Red Sox will bunt more against the shift

The defensive shift has become on of the more popular ways to combat power hitters who like to pull the ball. But it’s not just the big hitters like David Ortiz who have had to face the shift as players like Jackie Bradley Jr. have also seen the tactic utilized against them.

The Red Sox have seen it used against them at an especially high rate. According to Baseball Info Solutions, about 22 percent of the time (or 1,364 plate appearances) were faced against the shift. 408 times, it was Ortiz who faced the shift, but even Jackie Bradley Jr. faced it 224 times.

With this in mind, manager John Farrell obviously wants to figure out a way to combat the shift. One way of doing so would be to utilize bunting more.

“One of the things that we’ve really seen is that even with guys coming in the first part of their career, guys are really starting to get shifted against when we’re on offense,” Farrell said. “We’ve got some things that we’ll look to do to hopefully take back some of those lanes that are otherwise shifted away from. That’s just becoming more prevalent around the game. The bat-handlers that can work the ball the other way, or who are the guys that can more readily drop a bunt down to take advantage of that shift, that’s one thing that we’ll look to do more of.”

Now it’s important to note that Farrell isn’t talking about sacrifice bunting. He’s talking about bunting for a hit. The Red Sox have only averaged about 20 sacrifice bunts since Farrell took over as manager and last year they only took advantage of the sacrifice eight times. This move doesn’t suggest that will change.

If the game situation doesn’t require an extra base hit and the defense is giving up the entire left side of the field, however, Farrell believes the Red Sox should take advantage of it.

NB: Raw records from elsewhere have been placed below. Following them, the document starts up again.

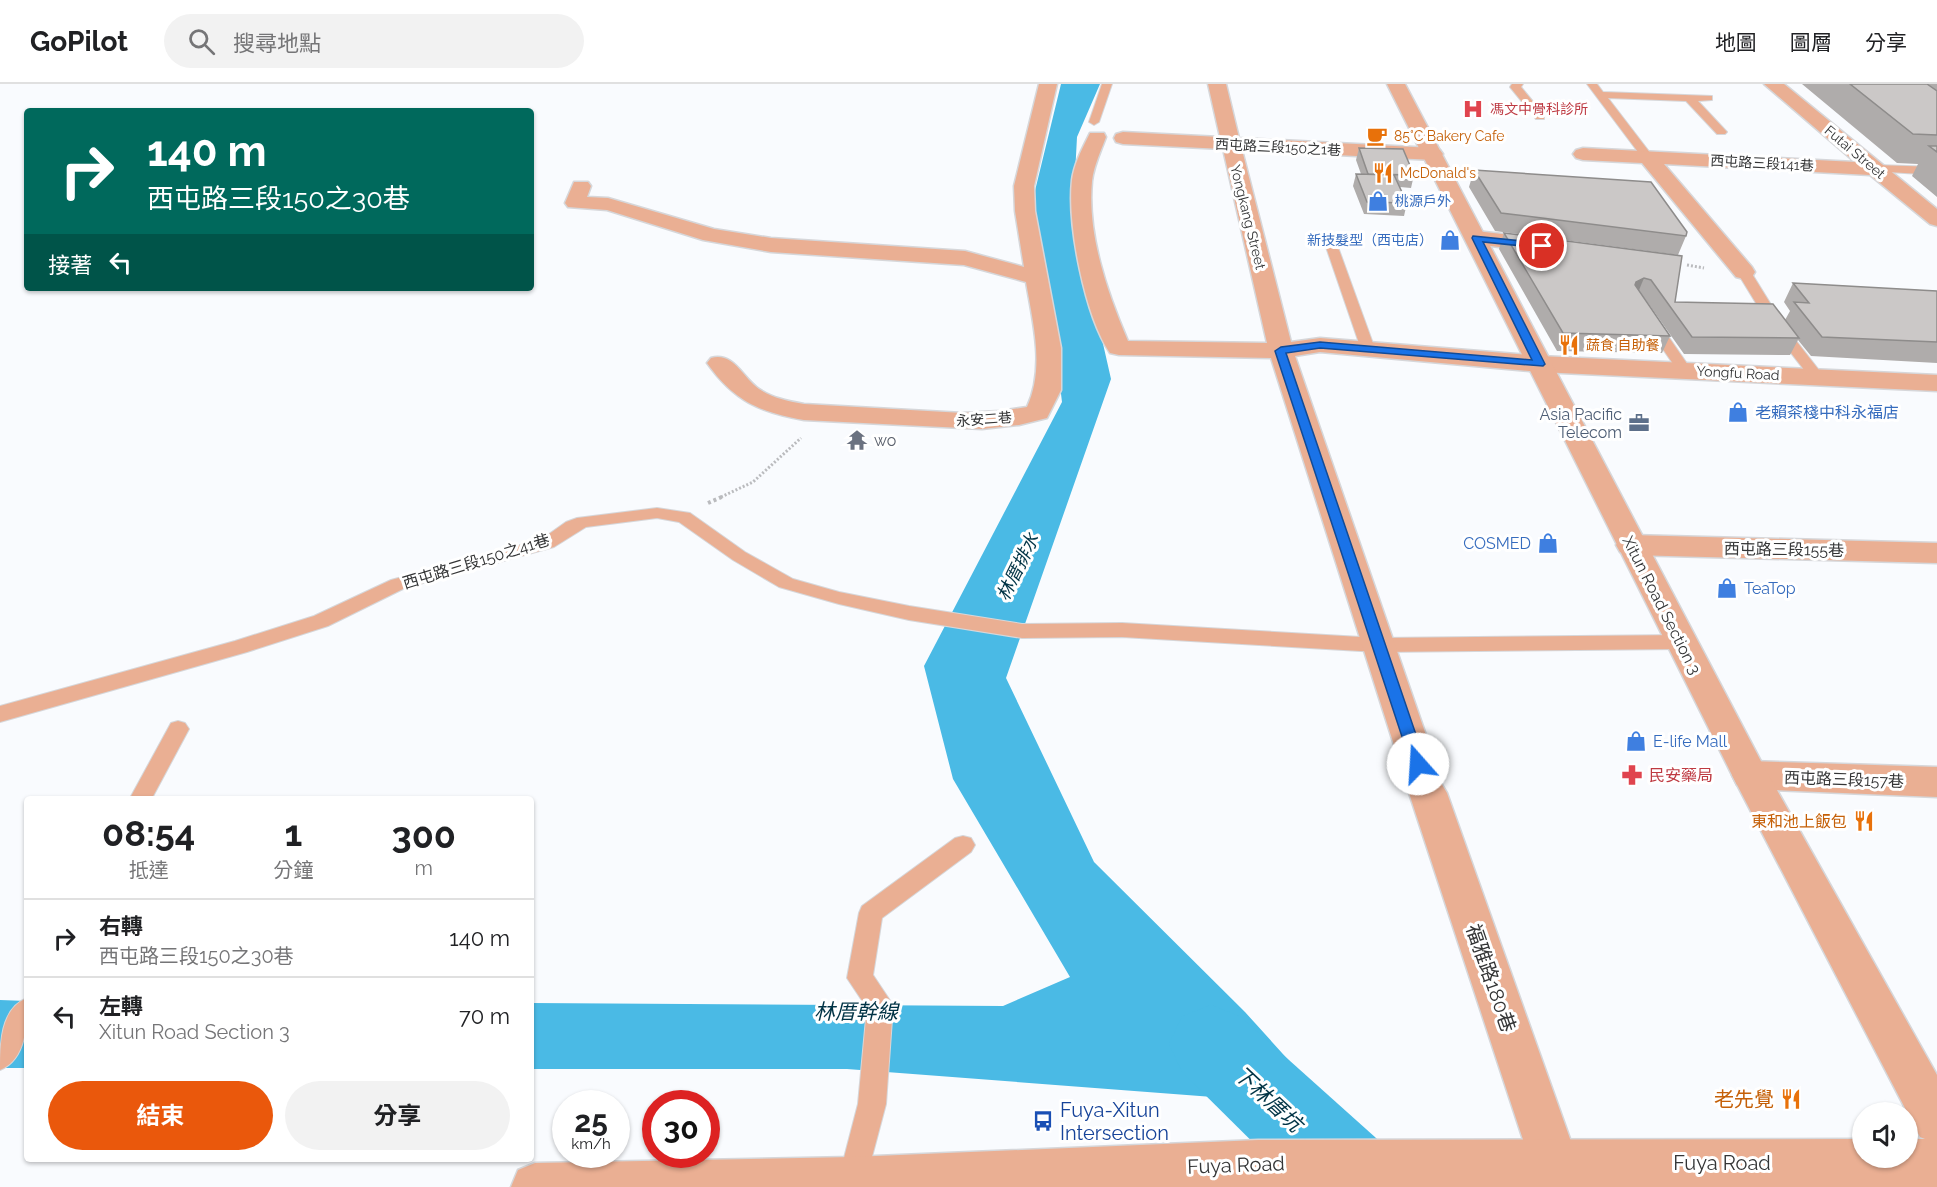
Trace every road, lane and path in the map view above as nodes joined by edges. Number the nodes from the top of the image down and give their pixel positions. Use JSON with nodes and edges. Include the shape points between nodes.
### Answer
{"nodes":[{"id":1,"x":1048,"y":84,"type":"edge"},
{"id":2,"x":1107,"y":84,"type":"edge"},
{"id":3,"x":1217,"y":84,"type":"edge"},
{"id":4,"x":1395,"y":84,"type":"edge"},
{"id":5,"x":1518,"y":84,"type":"edge"},
{"id":6,"x":1592,"y":84,"type":"edge"},
{"id":7,"x":1773,"y":84,"type":"edge"},
{"id":8,"x":1602,"y":95,"type":"junction"},
{"id":9,"x":1689,"y":98,"type":"junction"},
{"id":10,"x":1708,"y":98,"type":"dead end"},
{"id":11,"x":1540,"y":117,"type":"dead end"},
{"id":12,"x":1096,"y":129,"type":"joint"},
{"id":13,"x":1721,"y":132,"type":"dead end"},
{"id":14,"x":1123,"y":138,"type":"dead end"},
{"id":15,"x":1230,"y":145,"type":"junction"},
{"id":16,"x":1433,"y":154,"type":"junction"},
{"id":17,"x":1583,"y":154,"type":"dead end"},
{"id":18,"x":1648,"y":158,"type":"junction"},
{"id":19,"x":1876,"y":169,"type":"junction"},
{"id":20,"x":1937,"y":171,"type":"edge"},
{"id":21,"x":581,"y":186,"type":"dead end"},
{"id":22,"x":1937,"y":220,"type":"edge"},
{"id":23,"x":1476,"y":238,"type":"junction"},
{"id":24,"x":1332,"y":247,"type":"dead end"},
{"id":25,"x":1572,"y":249,"type":"edge"},
{"id":26,"x":1744,"y":272,"type":"joint"},
{"id":27,"x":1036,"y":278,"type":"junction"},
{"id":28,"x":1643,"y":310,"type":"edge"},
{"id":29,"x":1368,"y":349,"type":"junction"},
{"id":30,"x":1281,"y":351,"type":"junction"},
{"id":31,"x":720,"y":363,"type":"dead end"},
{"id":32,"x":1540,"y":364,"type":"junction"},
{"id":33,"x":1685,"y":371,"type":"junction"},
{"id":34,"x":1817,"y":377,"type":"junction"},
{"id":35,"x":1937,"y":382,"type":"edge"},
{"id":36,"x":1038,"y":412,"type":"junction"},
{"id":37,"x":856,"y":423,"type":"joint"},
{"id":38,"x":684,"y":517,"type":"junction"},
{"id":39,"x":1631,"y":545,"type":"junction"},
{"id":40,"x":1937,"y":553,"type":"edge"},
{"id":41,"x":1682,"y":642,"type":"junction"},
{"id":42,"x":1378,"y":645,"type":"junction"},
{"id":43,"x":0,"y":714,"type":"edge"},
{"id":44,"x":178,"y":729,"type":"dead end"},
{"id":45,"x":1750,"y":775,"type":"junction"},
{"id":46,"x":1937,"y":782,"type":"edge"},
{"id":47,"x":142,"y":796,"type":"edge"},
{"id":48,"x":963,"y":845,"type":"dead end"},
{"id":49,"x":24,"y":1015,"type":"edge"},
{"id":50,"x":0,"y":1057,"type":"edge"},
{"id":51,"x":1937,"y":1121,"type":"edge"},
{"id":52,"x":1937,"y":1163,"type":"edge"},
{"id":53,"x":1555,"y":1164,"type":"junction"},
{"id":54,"x":851,"y":1184,"type":"edge"},
{"id":55,"x":535,"y":1187,"type":"edge"}],
"edges":[{"from":1,"to":27,"type":"street","via":[[1024,186]]},
{"from":2,"to":12,"type":"lane"},
{"from":3,"to":15,"type":"street","name":"Yongkang Street"},
{"from":4,"to":16,"type":"street","name":"Xitun Road Section 3"},
{"from":5,"to":11,"type":"lane","via":[[1515,87]]},
{"from":6,"to":8,"type":"lane"},
{"from":7,"to":19,"type":"street","name":"Futai Street"},
{"from":8,"to":9,"type":"lane"},
{"from":8,"to":18,"type":"lane"},
{"from":9,"to":10,"type":"lane"},
{"from":9,"to":13,"type":"lane"},
{"from":12,"to":30,"type":"street","name":"Yongfu Road","via":[[1083,179],[1082,201],[1090,262],[1107,322],[1119,348]]},
{"from":14,"to":15,"type":"street","name":"西屯路三段150之1巷"},
{"from":15,"to":16,"type":"street","name":"西屯路三段150之1巷"},
{"from":15,"to":30,"type":"street","name":"Yongkang Street"},
{"from":16,"to":23,"type":"street","name":"Xitun Road Section 3"},
{"from":17,"to":18,"type":"street","name":"西屯路三段141巷"},
{"from":18,"to":19,"type":"street","name":"西屯路三段141巷"},
{"from":18,"to":26,"type":"street"},
{"from":19,"to":20,"type":"lane"},
{"from":19,"to":22,"type":"street","name":"Futai Street"},
{"from":21,"to":27,"type":"street","via":[[575,203],[608,204],[711,235],[771,245],[965,258]]},
{"from":23,"to":25,"type":"street"},
{"from":23,"to":32,"type":"street","name":"Xitun Road Section 3"},
{"from":24,"to":29,"type":"lane"},
{"from":26,"to":34,"type":"lane","via":[[1777,326]]},
{"from":27,"to":36,"type":"street","via":[[1049,348],[1048,390]]},
{"from":28,"to":33,"type":"lane"},
{"from":29,"to":30,"type":"street","name":"Yongfu Road","via":[[1320,345]]},
{"from":29,"to":32,"type":"street","name":"Yongfu Road"},
{"from":30,"to":42,"type":"street","name":"Yongkang Street"},
{"from":31,"to":36,"type":"street","name":"永安二巷","via":[[754,397],[782,408],[828,415],[956,422],[1006,420]]},
{"from":32,"to":33,"type":"street","name":"Yongfu Road"},
{"from":32,"to":39,"type":"street","name":"Xitun Road Section 3"},
{"from":33,"to":34,"type":"street","name":"Yongfu Road"},
{"from":34,"to":35,"type":"street","name":"Yongfu Road"},
{"from":36,"to":37,"type":"street","via":[[1026,428],[1011,430]]},
{"from":37,"to":38,"type":"path","via":[[821,421],[753,482]]},
{"from":38,"to":42,"type":"lane","name":"西屯路三段150之41巷","via":[[786,583],[909,613],[1022,631],[1122,630]]},
{"from":38,"to":43,"type":"lane","name":"西屯路三段150之41巷","via":[[657,513],[583,522],[548,543],[398,584],[321,621]]},
{"from":39,"to":40,"type":"street","name":"西屯路三段155巷"},
{"from":39,"to":41,"type":"street","name":"Xitun Road Section 3"},
{"from":41,"to":42,"type":"lane","name":"西屯路三段150之41巷"},
{"from":41,"to":45,"type":"street","name":"Xitun Road Section 3"},
{"from":42,"to":53,"type":"street","name":"福雅路180巷"},
{"from":44,"to":47,"type":"lane"},
{"from":45,"to":46,"type":"street","name":"西屯路三段157巷"},
{"from":45,"to":51,"type":"street","name":"Xitun Road Section 3"},
{"from":48,"to":54,"type":"lane","via":[[871,913],[860,978],[880,1005],[872,1104]]},
{"from":49,"to":50,"type":"lane"},
{"from":52,"to":53,"type":"street","name":"Fuya Road"},
{"from":53,"to":54,"type":"street","name":"Fuya Road","via":[[1258,1164]]},
{"from":54,"to":55,"type":"street","name":"Fuya Road"}]}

“The opposition may say, ‘Well, we’re fortunate we got a bunt so it’s working and we’re taking him out of his power swing,’” Farrell said. “But we’re seeing teams shift on guys that aren’t your prototypical power hitters. Jackie Bradley Jr. hit 25 [homers], but that’s kind of a breakthrough year for him. He’s a guy that, to me, we can look to take advantage of and work against the shift to hopefully open things back up for him.

“You’re seeing the shift on the bottom third of the order type hitters as well. So when it makes most sense, leading off an inning, late in a game when we’ve got to get something started, that’s the opportune time.”